◆ DATA PROVIDED ◆

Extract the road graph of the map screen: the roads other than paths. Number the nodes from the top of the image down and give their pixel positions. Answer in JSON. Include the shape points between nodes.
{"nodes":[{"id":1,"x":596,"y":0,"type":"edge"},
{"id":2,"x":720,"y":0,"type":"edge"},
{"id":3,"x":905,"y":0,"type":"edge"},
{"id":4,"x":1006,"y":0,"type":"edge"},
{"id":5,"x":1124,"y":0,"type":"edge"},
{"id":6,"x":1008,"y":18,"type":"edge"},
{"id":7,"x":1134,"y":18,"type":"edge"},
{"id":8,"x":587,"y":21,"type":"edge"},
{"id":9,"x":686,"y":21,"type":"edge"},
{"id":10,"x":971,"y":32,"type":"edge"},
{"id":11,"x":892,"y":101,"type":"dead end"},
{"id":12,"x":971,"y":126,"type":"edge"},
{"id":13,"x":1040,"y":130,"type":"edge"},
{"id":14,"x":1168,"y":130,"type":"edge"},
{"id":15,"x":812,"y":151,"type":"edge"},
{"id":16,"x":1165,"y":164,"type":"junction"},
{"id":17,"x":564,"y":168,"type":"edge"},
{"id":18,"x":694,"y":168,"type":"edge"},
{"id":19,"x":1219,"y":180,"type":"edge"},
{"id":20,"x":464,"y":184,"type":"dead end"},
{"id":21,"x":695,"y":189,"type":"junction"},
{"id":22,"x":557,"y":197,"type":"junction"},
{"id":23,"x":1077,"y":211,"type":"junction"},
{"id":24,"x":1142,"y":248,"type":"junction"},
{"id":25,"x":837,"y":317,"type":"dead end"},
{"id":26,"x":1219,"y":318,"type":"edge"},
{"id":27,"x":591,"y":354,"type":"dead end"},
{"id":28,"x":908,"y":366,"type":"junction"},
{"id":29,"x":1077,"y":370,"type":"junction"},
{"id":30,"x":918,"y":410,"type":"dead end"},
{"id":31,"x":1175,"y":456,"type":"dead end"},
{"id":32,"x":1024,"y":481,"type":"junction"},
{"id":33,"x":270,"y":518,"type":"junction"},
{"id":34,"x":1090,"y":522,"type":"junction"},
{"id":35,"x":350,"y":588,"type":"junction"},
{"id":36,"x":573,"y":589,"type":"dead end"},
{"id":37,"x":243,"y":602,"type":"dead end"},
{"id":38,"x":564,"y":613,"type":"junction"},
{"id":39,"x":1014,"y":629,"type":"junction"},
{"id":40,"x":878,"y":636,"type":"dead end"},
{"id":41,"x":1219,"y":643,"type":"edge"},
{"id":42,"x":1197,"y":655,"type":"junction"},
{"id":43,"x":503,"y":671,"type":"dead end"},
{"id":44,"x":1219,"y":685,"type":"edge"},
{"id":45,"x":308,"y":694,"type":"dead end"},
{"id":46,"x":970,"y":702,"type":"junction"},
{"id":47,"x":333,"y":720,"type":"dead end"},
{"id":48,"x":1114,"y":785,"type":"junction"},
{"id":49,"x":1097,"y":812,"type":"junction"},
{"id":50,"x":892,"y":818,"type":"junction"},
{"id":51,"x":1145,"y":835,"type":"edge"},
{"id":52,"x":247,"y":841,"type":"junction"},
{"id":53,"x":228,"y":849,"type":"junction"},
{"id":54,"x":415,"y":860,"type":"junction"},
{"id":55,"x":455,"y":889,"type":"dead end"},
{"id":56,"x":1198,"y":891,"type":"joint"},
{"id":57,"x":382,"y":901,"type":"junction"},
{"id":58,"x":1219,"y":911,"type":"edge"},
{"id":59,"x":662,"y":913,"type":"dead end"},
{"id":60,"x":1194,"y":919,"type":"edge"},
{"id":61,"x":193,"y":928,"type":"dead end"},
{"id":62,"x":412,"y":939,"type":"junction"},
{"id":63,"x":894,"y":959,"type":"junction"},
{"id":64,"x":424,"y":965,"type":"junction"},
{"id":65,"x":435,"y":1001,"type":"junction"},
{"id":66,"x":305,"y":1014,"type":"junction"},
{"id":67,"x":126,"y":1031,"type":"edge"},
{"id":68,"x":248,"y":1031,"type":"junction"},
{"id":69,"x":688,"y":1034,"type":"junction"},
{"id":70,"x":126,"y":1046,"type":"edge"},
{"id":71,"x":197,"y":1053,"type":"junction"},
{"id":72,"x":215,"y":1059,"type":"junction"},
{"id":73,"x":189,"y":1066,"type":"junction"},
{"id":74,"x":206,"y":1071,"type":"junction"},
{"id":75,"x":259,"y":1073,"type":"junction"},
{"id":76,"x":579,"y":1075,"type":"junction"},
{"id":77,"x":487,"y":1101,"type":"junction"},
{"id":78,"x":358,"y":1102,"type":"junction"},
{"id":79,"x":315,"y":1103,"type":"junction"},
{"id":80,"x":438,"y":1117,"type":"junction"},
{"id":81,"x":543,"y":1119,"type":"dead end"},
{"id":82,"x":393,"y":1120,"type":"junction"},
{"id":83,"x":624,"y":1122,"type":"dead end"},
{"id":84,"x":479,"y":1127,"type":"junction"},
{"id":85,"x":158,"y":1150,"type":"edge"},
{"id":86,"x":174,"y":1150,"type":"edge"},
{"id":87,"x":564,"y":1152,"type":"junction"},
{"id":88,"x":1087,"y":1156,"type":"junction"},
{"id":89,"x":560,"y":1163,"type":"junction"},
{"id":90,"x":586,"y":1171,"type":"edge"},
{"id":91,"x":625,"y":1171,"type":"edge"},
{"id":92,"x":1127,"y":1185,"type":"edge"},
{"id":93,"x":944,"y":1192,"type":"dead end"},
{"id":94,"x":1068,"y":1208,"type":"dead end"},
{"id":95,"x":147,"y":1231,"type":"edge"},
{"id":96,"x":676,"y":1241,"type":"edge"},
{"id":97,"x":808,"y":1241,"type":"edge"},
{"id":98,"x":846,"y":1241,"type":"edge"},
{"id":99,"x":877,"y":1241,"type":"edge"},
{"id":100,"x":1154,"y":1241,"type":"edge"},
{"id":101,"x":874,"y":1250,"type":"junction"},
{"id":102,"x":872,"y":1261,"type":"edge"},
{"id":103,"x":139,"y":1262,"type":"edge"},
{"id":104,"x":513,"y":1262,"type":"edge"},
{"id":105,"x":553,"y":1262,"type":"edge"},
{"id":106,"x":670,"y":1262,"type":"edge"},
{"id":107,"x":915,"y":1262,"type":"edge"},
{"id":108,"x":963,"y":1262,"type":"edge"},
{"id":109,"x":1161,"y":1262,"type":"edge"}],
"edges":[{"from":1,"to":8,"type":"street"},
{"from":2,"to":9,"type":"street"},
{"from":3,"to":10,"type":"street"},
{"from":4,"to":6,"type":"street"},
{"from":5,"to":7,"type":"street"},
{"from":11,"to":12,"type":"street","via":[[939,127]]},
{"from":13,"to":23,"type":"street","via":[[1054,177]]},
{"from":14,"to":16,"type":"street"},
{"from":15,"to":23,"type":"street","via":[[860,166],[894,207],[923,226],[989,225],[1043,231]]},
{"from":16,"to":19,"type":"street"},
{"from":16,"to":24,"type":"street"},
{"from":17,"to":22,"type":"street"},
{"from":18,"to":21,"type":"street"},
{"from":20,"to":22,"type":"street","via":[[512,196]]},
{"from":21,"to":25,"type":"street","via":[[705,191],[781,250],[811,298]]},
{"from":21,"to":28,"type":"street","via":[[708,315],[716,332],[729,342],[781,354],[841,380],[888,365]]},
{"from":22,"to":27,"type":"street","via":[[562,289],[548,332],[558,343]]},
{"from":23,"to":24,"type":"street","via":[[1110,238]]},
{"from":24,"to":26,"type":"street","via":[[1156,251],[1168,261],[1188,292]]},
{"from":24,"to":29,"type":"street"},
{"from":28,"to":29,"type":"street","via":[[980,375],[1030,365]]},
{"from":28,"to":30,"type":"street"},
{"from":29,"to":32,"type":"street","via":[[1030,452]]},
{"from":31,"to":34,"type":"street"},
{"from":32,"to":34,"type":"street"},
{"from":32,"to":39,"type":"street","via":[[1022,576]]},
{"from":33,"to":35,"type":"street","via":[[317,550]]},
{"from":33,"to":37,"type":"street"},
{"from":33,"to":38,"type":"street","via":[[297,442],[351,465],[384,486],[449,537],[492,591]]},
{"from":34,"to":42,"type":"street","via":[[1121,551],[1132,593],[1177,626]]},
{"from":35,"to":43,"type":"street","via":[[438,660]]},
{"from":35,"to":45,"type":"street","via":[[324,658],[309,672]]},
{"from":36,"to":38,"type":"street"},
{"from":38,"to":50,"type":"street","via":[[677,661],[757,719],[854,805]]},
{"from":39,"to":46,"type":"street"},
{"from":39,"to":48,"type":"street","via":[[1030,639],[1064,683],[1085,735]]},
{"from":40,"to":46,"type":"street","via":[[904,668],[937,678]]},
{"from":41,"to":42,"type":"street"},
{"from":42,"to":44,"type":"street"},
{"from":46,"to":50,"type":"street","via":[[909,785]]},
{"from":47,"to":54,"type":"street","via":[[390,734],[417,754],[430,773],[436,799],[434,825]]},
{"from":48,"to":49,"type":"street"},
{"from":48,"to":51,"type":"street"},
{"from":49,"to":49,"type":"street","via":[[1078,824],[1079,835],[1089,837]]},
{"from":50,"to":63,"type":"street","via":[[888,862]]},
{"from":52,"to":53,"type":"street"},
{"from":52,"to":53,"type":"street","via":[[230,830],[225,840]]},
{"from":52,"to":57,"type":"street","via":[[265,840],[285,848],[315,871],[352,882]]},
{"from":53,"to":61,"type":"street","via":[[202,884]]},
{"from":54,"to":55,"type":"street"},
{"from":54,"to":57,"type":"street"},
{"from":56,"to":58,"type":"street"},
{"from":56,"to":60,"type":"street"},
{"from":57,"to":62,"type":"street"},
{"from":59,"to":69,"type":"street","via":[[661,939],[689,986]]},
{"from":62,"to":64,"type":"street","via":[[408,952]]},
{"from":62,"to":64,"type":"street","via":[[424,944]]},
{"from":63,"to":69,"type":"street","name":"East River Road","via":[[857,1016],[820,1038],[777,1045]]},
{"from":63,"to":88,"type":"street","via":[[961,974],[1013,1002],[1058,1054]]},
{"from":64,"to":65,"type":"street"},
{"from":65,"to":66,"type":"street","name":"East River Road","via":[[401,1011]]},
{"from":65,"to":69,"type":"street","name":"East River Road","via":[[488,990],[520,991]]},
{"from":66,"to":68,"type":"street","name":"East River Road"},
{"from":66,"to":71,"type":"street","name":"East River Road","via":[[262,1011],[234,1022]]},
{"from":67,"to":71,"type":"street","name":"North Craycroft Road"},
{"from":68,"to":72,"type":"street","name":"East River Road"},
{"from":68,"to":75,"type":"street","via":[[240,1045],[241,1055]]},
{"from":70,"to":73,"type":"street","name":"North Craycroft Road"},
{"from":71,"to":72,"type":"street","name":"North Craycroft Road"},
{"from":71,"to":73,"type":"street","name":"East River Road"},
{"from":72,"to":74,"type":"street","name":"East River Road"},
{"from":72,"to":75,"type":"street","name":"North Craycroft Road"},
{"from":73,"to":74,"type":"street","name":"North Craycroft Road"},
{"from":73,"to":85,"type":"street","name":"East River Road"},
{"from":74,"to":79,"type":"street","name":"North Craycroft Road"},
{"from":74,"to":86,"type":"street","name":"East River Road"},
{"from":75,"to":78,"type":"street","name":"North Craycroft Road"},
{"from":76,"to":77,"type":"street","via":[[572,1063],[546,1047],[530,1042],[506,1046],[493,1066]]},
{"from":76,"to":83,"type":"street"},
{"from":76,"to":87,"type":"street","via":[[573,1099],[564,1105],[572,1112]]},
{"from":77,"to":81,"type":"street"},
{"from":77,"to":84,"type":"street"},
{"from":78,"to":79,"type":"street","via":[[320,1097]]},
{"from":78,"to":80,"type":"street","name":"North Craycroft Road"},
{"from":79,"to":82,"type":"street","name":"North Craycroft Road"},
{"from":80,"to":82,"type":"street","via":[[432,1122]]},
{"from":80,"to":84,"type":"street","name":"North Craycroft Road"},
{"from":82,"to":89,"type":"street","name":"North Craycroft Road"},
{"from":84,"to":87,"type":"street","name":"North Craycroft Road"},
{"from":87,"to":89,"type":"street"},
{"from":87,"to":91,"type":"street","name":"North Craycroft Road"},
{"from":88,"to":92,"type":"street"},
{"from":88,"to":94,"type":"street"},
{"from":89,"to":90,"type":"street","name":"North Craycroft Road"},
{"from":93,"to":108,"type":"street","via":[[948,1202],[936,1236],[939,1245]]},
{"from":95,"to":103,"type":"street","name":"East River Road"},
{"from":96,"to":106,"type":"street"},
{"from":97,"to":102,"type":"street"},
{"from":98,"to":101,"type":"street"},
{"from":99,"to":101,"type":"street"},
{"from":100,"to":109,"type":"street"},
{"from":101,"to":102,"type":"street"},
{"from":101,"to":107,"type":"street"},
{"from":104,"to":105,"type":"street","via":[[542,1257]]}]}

◆ PROBLEM DETAILS ◆
State the number of lines in the records that include "nodes", and write nothing else.

◆ WRITTEN REPLY ◆
2